_Exercise:_
When a line of the entries contains the word "Morenowa", report that line.

_Information supplied:_

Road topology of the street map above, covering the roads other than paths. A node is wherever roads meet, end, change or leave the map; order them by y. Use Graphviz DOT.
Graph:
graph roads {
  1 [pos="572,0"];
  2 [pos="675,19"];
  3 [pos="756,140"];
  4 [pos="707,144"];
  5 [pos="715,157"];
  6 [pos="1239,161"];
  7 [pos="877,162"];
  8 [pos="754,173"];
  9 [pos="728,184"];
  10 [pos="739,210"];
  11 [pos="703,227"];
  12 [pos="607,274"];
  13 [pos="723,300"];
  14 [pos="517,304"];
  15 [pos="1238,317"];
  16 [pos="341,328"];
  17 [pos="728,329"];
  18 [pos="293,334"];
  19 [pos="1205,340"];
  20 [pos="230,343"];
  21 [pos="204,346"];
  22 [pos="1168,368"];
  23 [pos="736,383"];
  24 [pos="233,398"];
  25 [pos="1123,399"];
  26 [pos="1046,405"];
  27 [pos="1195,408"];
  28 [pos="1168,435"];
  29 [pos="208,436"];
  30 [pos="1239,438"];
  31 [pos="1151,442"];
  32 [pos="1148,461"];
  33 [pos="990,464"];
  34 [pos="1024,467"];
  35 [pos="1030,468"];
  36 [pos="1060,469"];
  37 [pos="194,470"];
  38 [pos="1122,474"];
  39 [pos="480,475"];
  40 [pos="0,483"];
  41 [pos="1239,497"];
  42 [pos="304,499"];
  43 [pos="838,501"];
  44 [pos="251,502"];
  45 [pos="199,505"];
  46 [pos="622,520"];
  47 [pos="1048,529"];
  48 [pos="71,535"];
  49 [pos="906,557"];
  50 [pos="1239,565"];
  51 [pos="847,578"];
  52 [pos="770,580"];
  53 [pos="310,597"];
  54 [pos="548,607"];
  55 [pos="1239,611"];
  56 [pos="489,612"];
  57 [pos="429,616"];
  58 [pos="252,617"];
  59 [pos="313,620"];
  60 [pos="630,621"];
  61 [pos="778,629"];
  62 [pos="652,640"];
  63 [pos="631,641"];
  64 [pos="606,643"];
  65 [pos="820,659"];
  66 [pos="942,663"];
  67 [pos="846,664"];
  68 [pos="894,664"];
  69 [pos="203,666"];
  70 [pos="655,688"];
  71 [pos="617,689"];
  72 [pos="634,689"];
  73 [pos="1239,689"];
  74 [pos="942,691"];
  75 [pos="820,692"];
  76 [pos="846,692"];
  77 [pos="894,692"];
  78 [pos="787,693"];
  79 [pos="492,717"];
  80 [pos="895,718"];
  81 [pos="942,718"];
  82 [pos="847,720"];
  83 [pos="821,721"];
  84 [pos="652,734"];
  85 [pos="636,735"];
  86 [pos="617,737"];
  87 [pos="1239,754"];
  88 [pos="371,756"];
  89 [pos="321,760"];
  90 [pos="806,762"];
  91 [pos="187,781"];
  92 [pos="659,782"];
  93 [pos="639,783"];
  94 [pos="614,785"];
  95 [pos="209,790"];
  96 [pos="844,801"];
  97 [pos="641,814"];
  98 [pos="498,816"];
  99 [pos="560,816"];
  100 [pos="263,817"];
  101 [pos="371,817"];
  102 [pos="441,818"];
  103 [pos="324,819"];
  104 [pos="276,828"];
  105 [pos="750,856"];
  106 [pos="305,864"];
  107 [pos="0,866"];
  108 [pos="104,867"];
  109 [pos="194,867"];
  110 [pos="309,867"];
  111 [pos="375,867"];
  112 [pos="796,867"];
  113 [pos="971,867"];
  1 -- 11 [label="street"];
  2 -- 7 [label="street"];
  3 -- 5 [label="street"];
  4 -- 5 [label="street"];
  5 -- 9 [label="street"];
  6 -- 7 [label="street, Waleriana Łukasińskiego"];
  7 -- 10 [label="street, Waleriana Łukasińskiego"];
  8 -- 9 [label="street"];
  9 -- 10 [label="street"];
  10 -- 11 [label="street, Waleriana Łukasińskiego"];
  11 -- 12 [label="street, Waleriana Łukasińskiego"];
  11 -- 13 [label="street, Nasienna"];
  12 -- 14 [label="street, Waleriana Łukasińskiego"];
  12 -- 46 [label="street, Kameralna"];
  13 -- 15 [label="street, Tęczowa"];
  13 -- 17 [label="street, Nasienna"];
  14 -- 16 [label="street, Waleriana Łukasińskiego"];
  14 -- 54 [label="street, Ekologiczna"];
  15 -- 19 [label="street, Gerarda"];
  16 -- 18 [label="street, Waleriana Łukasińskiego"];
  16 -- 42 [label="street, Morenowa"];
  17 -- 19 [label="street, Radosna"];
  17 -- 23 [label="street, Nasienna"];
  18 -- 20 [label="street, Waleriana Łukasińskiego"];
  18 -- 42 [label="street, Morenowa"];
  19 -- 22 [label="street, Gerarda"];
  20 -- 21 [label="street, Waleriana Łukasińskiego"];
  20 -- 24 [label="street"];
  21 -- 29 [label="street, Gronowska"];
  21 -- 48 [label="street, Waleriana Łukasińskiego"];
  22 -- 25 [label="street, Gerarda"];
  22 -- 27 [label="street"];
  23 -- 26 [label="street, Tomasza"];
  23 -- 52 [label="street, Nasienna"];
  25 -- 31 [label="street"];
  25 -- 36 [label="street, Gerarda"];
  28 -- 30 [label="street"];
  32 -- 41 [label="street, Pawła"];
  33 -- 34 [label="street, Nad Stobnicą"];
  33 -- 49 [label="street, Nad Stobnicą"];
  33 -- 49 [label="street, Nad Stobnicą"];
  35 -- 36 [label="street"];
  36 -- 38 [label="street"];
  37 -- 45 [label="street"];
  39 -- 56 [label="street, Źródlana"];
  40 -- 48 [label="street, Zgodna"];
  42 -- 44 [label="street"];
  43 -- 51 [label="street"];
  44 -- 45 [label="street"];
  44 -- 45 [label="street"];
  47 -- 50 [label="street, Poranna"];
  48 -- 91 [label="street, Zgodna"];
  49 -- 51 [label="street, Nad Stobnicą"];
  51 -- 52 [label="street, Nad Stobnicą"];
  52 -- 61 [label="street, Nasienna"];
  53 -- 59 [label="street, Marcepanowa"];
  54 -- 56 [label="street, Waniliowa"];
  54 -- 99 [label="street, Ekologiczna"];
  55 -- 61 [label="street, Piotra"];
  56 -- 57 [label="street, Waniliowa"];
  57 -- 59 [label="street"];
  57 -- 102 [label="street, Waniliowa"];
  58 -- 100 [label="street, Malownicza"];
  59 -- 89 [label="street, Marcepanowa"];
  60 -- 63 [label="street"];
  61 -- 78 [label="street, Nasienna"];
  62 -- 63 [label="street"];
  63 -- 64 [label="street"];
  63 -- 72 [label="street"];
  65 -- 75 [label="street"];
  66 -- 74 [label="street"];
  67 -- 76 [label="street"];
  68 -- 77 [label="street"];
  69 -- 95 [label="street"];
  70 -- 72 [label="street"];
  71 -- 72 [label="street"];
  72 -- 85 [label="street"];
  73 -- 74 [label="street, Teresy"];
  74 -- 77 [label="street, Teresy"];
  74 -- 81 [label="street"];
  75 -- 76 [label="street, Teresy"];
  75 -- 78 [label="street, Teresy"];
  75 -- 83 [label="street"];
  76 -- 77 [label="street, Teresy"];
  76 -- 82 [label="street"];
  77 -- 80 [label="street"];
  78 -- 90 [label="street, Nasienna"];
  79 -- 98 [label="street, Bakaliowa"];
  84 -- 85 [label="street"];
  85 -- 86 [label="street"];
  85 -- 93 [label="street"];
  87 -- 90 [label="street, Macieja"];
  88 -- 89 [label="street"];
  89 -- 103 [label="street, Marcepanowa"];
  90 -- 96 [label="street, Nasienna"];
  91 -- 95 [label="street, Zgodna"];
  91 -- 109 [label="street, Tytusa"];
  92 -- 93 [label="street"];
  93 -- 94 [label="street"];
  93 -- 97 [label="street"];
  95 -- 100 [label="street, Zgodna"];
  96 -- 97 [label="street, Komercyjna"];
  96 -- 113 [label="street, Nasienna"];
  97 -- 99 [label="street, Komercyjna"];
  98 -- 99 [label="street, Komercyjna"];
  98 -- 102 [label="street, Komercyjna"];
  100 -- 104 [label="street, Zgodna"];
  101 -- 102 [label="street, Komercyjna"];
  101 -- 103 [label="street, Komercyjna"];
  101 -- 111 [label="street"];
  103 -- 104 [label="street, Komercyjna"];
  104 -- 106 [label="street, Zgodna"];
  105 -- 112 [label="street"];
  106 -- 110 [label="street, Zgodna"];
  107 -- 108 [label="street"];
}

_Task solution:_
  16 -- 42 [label="street, Morenowa"];
  18 -- 42 [label="street, Morenowa"];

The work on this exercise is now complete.